Screwcaps provide a pretty good seal—better than cork, in fact. In addition, they are easy to open: you don’t need a corkscrew, you just twist them off. Because they are manufactured and not a natural substance, they provide a much more uniform seal than corks. Added to this, there are plenty of reports of 20 year old screwcapped bottles being opened and the wine tasting fresh and lively.
So how come all wines aren’t sealed with screwcaps? This is what a vocal element in the wine trade are calling for, after all. There are three main problems. First, screwcaps have a ‘cheap’ image in the minds of many consumers. People associate screwcaps with bargain basement plonk. Some markets, particularly those in traditional European wine producing countries, are highly resistant to alternative closures such as screwcaps, whereas others, such as Australia and New Zealand, are more accepting. Second, people like corks. They’re natural, they look and feel right, and the ritual of getting the corkscrew out is part and parcel of the wine drinking experience. Thirdly, while most experts agree that the screwcap is the closure of choice for fresh white wines and easy drinking reds, there’s some debate about whether they are suitable for red wines destined for long ageing.

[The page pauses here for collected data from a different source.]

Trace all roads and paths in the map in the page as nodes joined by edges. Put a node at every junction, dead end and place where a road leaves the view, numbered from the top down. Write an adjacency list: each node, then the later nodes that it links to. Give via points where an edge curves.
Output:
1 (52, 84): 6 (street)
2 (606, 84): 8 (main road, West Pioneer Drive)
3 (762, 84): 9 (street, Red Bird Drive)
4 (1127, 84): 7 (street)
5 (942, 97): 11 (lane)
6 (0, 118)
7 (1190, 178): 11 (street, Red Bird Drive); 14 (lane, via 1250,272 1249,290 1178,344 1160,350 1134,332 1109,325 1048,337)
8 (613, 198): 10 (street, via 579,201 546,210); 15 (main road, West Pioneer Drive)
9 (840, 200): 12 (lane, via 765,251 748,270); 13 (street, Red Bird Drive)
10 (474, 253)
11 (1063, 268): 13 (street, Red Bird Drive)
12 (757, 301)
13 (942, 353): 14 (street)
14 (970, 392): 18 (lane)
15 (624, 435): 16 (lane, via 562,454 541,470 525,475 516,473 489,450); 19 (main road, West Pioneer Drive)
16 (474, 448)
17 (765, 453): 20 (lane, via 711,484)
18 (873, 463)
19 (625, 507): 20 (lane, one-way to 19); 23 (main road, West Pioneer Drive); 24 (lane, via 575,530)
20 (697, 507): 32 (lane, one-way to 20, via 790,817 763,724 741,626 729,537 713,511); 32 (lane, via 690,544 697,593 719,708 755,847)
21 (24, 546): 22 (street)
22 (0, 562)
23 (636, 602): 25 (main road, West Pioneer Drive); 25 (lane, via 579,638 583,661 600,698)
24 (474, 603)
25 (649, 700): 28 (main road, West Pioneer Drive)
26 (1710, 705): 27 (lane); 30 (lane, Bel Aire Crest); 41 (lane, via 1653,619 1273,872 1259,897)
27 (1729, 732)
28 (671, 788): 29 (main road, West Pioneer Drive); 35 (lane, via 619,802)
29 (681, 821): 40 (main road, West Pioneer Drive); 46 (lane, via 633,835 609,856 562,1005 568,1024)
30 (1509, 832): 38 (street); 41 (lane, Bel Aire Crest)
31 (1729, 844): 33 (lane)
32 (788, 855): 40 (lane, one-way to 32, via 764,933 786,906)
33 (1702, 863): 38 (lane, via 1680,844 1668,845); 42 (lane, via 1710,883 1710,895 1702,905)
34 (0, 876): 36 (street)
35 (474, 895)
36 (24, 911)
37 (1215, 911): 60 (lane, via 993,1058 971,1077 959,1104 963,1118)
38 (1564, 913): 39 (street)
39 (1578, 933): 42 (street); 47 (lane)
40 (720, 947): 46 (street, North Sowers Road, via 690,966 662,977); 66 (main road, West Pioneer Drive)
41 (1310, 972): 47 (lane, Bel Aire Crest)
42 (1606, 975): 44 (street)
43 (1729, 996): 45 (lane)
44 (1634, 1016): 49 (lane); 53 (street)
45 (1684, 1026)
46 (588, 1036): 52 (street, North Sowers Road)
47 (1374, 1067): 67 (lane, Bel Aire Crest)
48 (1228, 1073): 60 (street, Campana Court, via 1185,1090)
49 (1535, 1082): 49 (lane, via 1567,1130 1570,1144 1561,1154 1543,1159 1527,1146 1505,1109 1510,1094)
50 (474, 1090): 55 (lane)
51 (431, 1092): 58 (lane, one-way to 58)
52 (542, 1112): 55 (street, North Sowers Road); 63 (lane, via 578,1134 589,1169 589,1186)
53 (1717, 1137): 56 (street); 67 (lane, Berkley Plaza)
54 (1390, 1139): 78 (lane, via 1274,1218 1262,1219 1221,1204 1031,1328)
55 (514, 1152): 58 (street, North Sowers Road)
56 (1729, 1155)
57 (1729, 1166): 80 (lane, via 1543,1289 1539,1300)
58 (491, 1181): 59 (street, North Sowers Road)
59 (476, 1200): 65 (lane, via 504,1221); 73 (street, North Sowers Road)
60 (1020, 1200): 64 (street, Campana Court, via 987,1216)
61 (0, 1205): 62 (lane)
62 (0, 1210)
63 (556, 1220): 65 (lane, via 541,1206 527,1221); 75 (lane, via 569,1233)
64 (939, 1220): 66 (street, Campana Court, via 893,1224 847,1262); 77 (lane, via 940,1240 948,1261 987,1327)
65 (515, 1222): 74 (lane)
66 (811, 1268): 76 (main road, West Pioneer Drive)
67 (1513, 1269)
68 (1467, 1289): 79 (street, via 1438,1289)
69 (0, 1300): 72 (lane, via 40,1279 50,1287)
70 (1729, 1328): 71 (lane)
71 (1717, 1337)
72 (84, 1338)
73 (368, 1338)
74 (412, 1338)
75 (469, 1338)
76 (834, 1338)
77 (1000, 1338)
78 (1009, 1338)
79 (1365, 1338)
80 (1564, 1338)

The reason for this doubt is that people like the way that fine wines evolve over time when they are closed with a fault-free cork. Screwcaps provide a better seal than cork. The question is, is this seal likely to be so good that it prevents the wine from ageing properly over, say, 20 years? Wine ageing is a complex process that takes place largely in the absence of oxygen, in what is called a ‘reductive’ environment. But could it be that the trace amounts of oxygen that get through the seal provided by the cork are an intrinsic part of the ageing process? The scientists don’t know for sure, and as yet no one has done the proper experiments that will settle this issue once and for all.

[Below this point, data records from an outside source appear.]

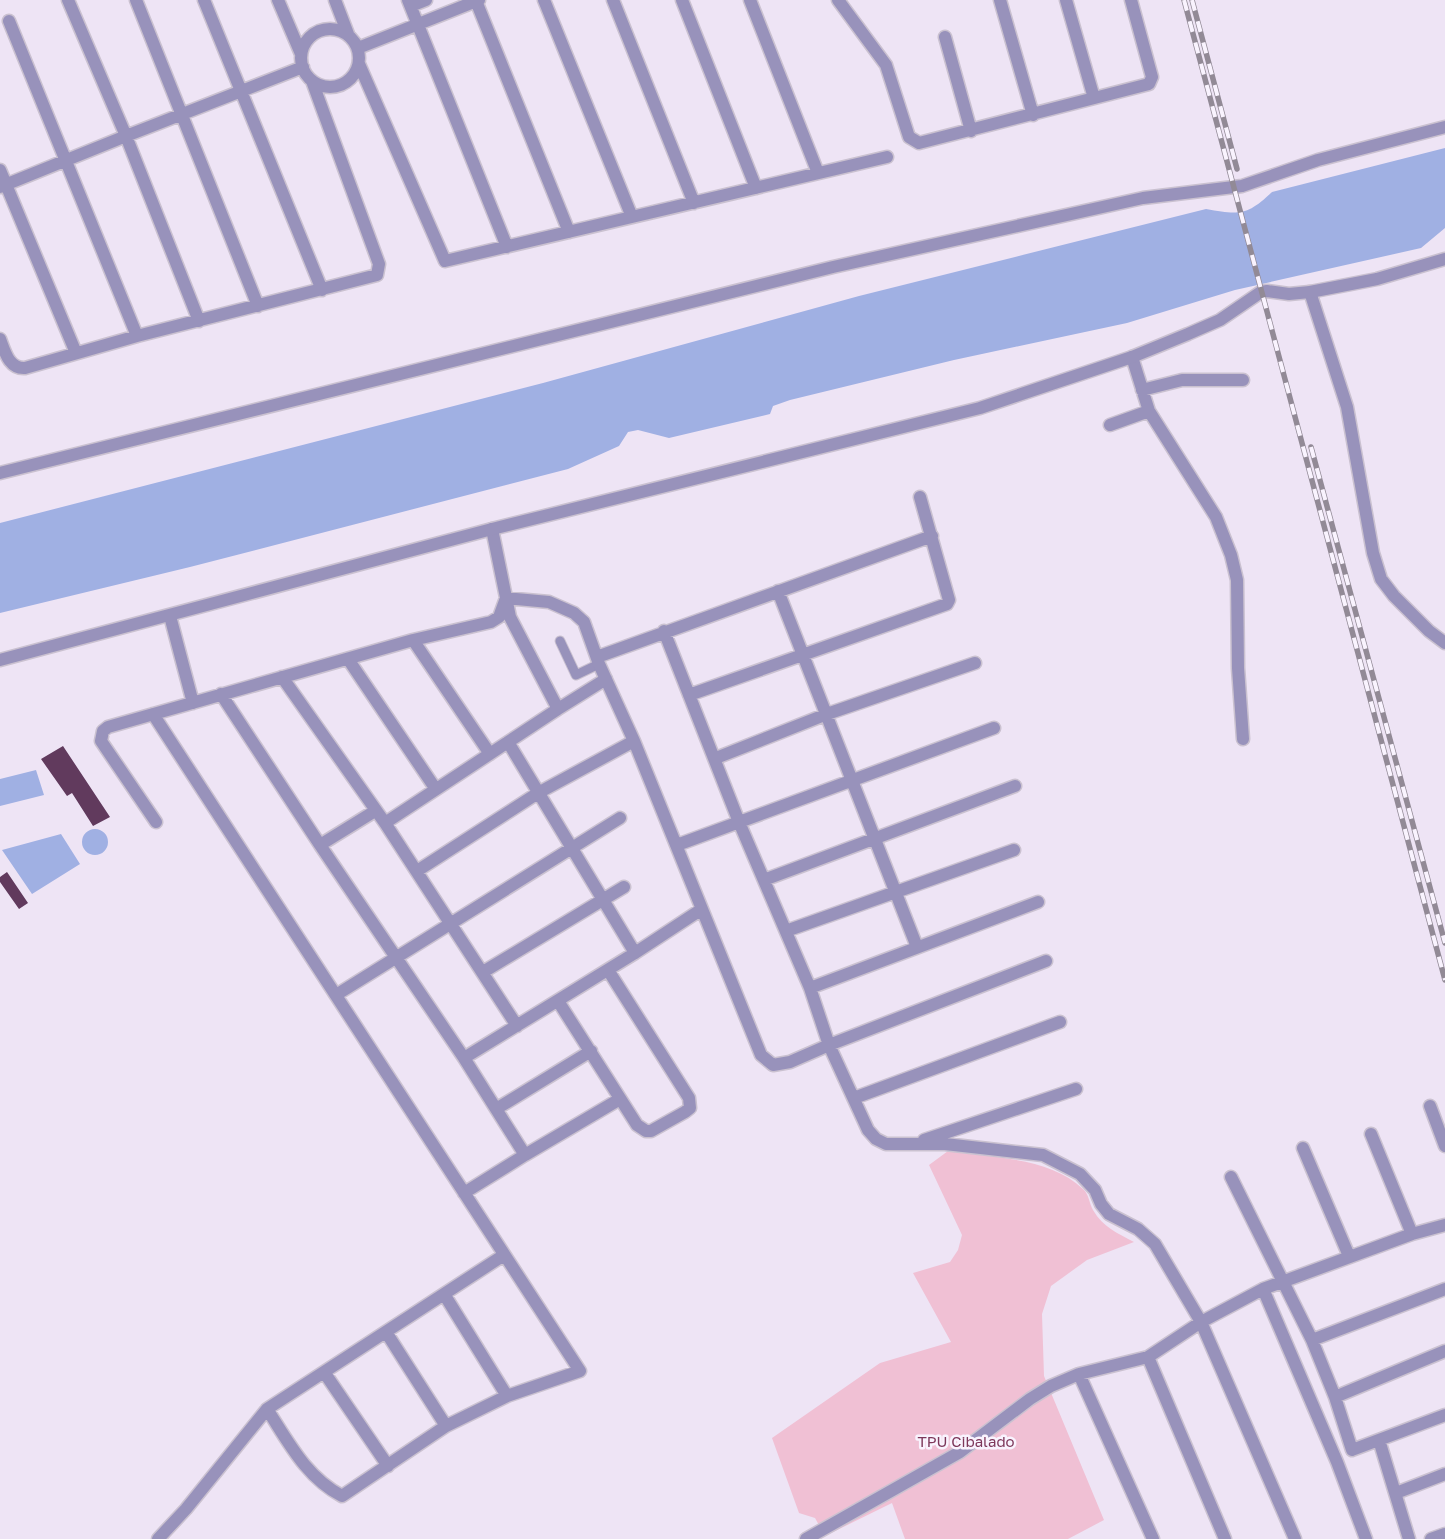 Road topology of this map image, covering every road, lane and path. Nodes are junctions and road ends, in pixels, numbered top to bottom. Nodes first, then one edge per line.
1 (68, 0) edge
2 (136, 0) edge
3 (204, 0) edge
4 (278, 0) edge
5 (335, 0) edge
6 (426, 0) edge
7 (544, 0) edge
8 (613, 0) edge
9 (682, 0) edge
10 (750, 0) edge
11 (838, 0) edge
12 (1000, 0) edge
13 (1066, 0) edge
14 (1131, 0) edge
15 (477, 1) edge
16 (409, 3) edge
17 (9, 21) dead end
18 (419, 26) junction
19 (348, 34) junction
20 (945, 36) dead end
21 (358, 48) junction
22 (301, 54) junction
23 (359, 64) junction
24 (302, 68) junction
25 (312, 81) junction
26 (242, 92) junction
27 (1094, 98) junction
28 (182, 113) junction
29 (1033, 115) junction
30 (1445, 127) edge
31 (971, 131) junction
32 (126, 136) junction
33 (887, 157) dead end
34 (66, 160) junction
35 (0, 170) edge
36 (818, 173) junction
37 (3, 186) edge
38 (756, 188) junction
39 (694, 202) junction
40 (632, 217) junction
41 (569, 232) junction
42 (507, 246) junction
43 (1445, 259) edge
44 (322, 290) junction
45 (1310, 292) junction
46 (258, 306) junction
47 (199, 321) junction
48 (136, 336) junction
49 (0, 340) edge
50 (76, 353) junction
51 (1132, 357) junction
52 (1242, 380) dead end
53 (1142, 390) junction
54 (1150, 411) junction
55 (1110, 425) dead end
56 (0, 473) edge
57 (920, 497) dead end
58 (492, 529) junction
59 (932, 536) junction
60 (778, 591) junction
61 (506, 598) junction
62 (170, 616) junction
63 (664, 631) junction
64 (413, 640) junction
65 (560, 641) dead end
66 (1445, 644) edge
67 (805, 655) junction
68 (348, 659) junction
69 (0, 660) edge
70 (598, 660) junction
71 (975, 663) dead end
72 (282, 677) junction
73 (606, 679) junction
74 (221, 694) junction
75 (689, 695) junction
76 (193, 703) junction
77 (558, 709) junction
78 (153, 714) junction
79 (827, 714) junction
80 (994, 728) dead end
81 (1243, 739) dead end
82 (634, 741) junction
83 (508, 742) junction
84 (490, 754) junction
85 (716, 758) junction
86 (851, 780) junction
87 (1015, 786) dead end
88 (435, 788) junction
89 (538, 793) junction
90 (375, 811) junction
91 (620, 818) dead end
92 (156, 822) dead end
93 (739, 822) junction
94 (385, 823) junction
95 (875, 838) junction
96 (320, 845) junction
97 (677, 845) junction
98 (571, 847) junction
99 (1014, 850) dead end
100 (417, 871) junction
101 (764, 880) junction
102 (624, 887) dead end
103 (897, 892) junction
104 (603, 900) junction
105 (1038, 902) dead end
106 (702, 909) junction
107 (450, 922) junction
108 (786, 930) junction
109 (917, 947) junction
110 (635, 953) junction
111 (395, 958) junction
112 (1046, 961) dead end
113 (608, 970) junction
114 (483, 972) junction
115 (810, 988) junction
116 (336, 995) junction
117 (558, 1001) junction
118 (1060, 1022) dead end
119 (516, 1026) junction
120 (829, 1045) junction
121 (591, 1051) junction
122 (464, 1058) junction
123 (1076, 1089) dead end
124 (854, 1098) junction
125 (620, 1099) junction
126 (1430, 1106) dead end
127 (496, 1109) junction
128 (1371, 1134) dead end
129 (917, 1142) junction
130 (1445, 1146) edge
131 (1303, 1148) dead end
132 (525, 1154) junction
133 (1230, 1177) dead end
134 (464, 1193) junction
135 (1445, 1225) edge
136 (1412, 1234) junction
137 (504, 1255) junction
138 (1348, 1256) junction
139 (1282, 1282) junction
140 (1264, 1289) junction
141 (1445, 1289) edge
142 (444, 1294) junction
143 (1202, 1322) junction
144 (386, 1332) junction
145 (1312, 1340) junction
146 (1445, 1351) edge
147 (1148, 1357) junction
148 (324, 1372) junction
149 (1079, 1374) junction
150 (507, 1396) junction
151 (1336, 1397) junction
152 (267, 1409) junction
153 (1445, 1416) edge
154 (446, 1426) junction
155 (1378, 1440) junction
156 (1352, 1450) junction
157 (1337, 1462) junction
158 (388, 1466) junction
159 (1445, 1474) edge
160 (1396, 1493) junction
161 (1445, 1534) edge
162 (158, 1539) edge
163 (806, 1539) edge
164 (1153, 1539) edge
165 (1226, 1539) edge
166 (1296, 1539) edge
167 (1365, 1539) edge
168 (1409, 1539) edge
169 (1431, 1539) edge

1 - 32 street
2 - 28 street
3 - 26 street
4 - 22 street
5 - 19 street
6 - 16 street
7 - 40 street
8 - 39 street
9 - 38 street
10 - 36 street
11 - 31 street
12 - 29 street
13 - 27 street
14 - 27 street
15 - 18 street
15 - 41 street
16 - 18 street
17 - 34 street
18 - 21 street
18 - 42 street
19 - 21 street
19 - 22 street
20 - 31 street
21 - 23 street
22 - 24 street
23 - 25 street
23 - 42 street
24 - 25 street
24 - 26 street
25 - 44 street
26 - 28 street
26 - 44 street
27 - 29 street
28 - 32 street
28 - 46 street
29 - 31 street
30 - 56 street
32 - 34 street
32 - 47 street
33 - 36 street
34 - 37 street
34 - 48 street
35 - 37 street
36 - 38 street
37 - 50 street
38 - 39 street
39 - 40 street
40 - 41 street
41 - 42 street
43 - 45 street
44 - 46 street
45 - 51 street
45 - 66 street
46 - 47 street
47 - 48 street
48 - 50 street
49 - 50 street
51 - 53 street
51 - 58 street
52 - 53 street
53 - 54 street
54 - 55 street
54 - 81 street
57 - 59 street
58 - 61 street
58 - 62 street
59 - 60 street
59 - 67 street
60 - 63 street
60 - 67 street
61 - 64 street
61 - 70 street
61 - 77 street
62 - 69 street
62 - 76 street
63 - 70 street
63 - 75 street
64 - 68 street
64 - 84 street
65 - 70 lane
67 - 75 street
67 - 79 street
68 - 72 street
68 - 88 street
70 - 73 street
71 - 79 street
72 - 74 street
72 - 90 street
73 - 77 street
73 - 82 street
74 - 76 street
74 - 96 street
75 - 85 street
76 - 78 street
77 - 83 street
78 - 92 street
78 - 116 street
79 - 85 street
79 - 86 street
80 - 86 street
82 - 89 street
82 - 97 street
83 - 84 street
83 - 89 street
84 - 88 street
85 - 93 street
86 - 93 street
86 - 95 street
87 - 95 street
88 - 94 street
89 - 98 street
89 - 100 street
90 - 94 street
90 - 96 street
91 - 98 street
93 - 97 street
93 - 101 street
94 - 100 street
95 - 101 street
95 - 103 street
96 - 111 street
97 - 106 street
98 - 104 street
98 - 107 street
99 - 103 street
100 - 107 street
101 - 108 street
102 - 104 street
103 - 108 street
103 - 109 street
104 - 110 street
104 - 114 street
105 - 109 street
106 - 110 street
106 - 120 street
107 - 111 street
107 - 114 street
108 - 115 street
109 - 115 street
110 - 113 street
111 - 116 street
111 - 122 street
112 - 120 street
113 - 117 street
113 - 125 street
114 - 119 street
115 - 120 street
116 - 134 street
117 - 119 street
117 - 121 street
118 - 124 street
119 - 122 street
120 - 124 street
121 - 125 street
121 - 127 street
122 - 127 street
123 - 129 street
124 - 129 street
125 - 132 street
126 - 130 street
127 - 132 street
128 - 136 street
129 - 143 street
131 - 138 street
132 - 134 street
133 - 139 street
134 - 137 street
135 - 136 street
136 - 138 street
137 - 142 street
137 - 150 street
138 - 139 street
139 - 140 street
139 - 145 street
140 - 143 street
140 - 157 street
141 - 145 street
142 - 144 street
142 - 150 street
143 - 147 street
143 - 166 street
144 - 148 street
144 - 154 street
145 - 151 street
146 - 151 street
147 - 149 street
147 - 165 street
148 - 152 street
148 - 158 street
149 - 163 street
149 - 164 street
150 - 154 street
151 - 156 street
152 - 158 street
152 - 162 street
153 - 155 street
154 - 158 street
155 - 156 street
155 - 160 street
156 - 157 street
157 - 167 street
159 - 160 street
160 - 168 street
161 - 169 street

However, it is worth emphasizing that only a very tiny fraction of the wines made worldwide will require extended cellaring. For almost all other wine styles, the screwcap is likely to be the optimum closure. It’s likely for one reason and another that cork will always be with us, but unless someone comes up with a cure for the curse of cork taint, expect to see screwcaps gaining ground over the next few years.